El imperio azteca (o mexica, tal
y como se conocían entre ellos) se instaló en la ciudad de Tenochtitlan en
1325, tras librar diversas batallas con otros pueblos indígenas de México.
A partir de ese momento, el que
fue uno de los grupos más
poderosos de la historia de la humanidad desplegó su poder entre pirámides,
palacios y pueblos perfectamente estructurados hasta ocupar gran parte de
México Central e incluso alcanzar el norte de Guatemala.
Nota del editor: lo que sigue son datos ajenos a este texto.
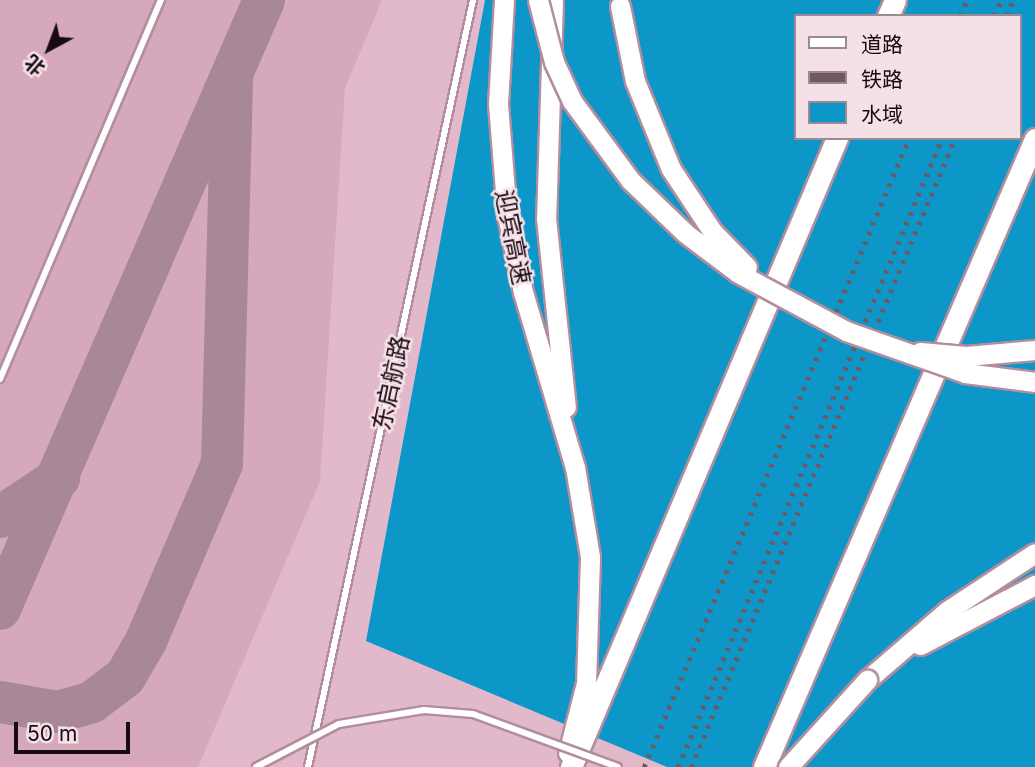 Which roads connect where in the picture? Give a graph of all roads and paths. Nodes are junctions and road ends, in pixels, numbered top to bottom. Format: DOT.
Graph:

Una cultura que, además de
desarrollar diversos progresos tecnológicos, potenciar sus propios sistemas de
cultivo y desarrollar el estudio astronómico hasta la llegada de Hernán Cortés
en 1520, también promulgaba unos
rituales de sacrificio que te pondrán la piel de gallina.
La
sangre del sacrificio
Al igual que los mayas, los
aztecas veneraban a varios dioses a los que contentaban con sacrificios, siendo Tezcatlipoca la deidad más
respetada. Con estos sacrificios, los aztecas creían contribuir al
equilibro del mundo, auyentando a los demonios de la Tierra y asegurándose la
presencia del sol en el cielo, que creían se extinguiría tras un período de 52
años si no contribuían a sus caprichos.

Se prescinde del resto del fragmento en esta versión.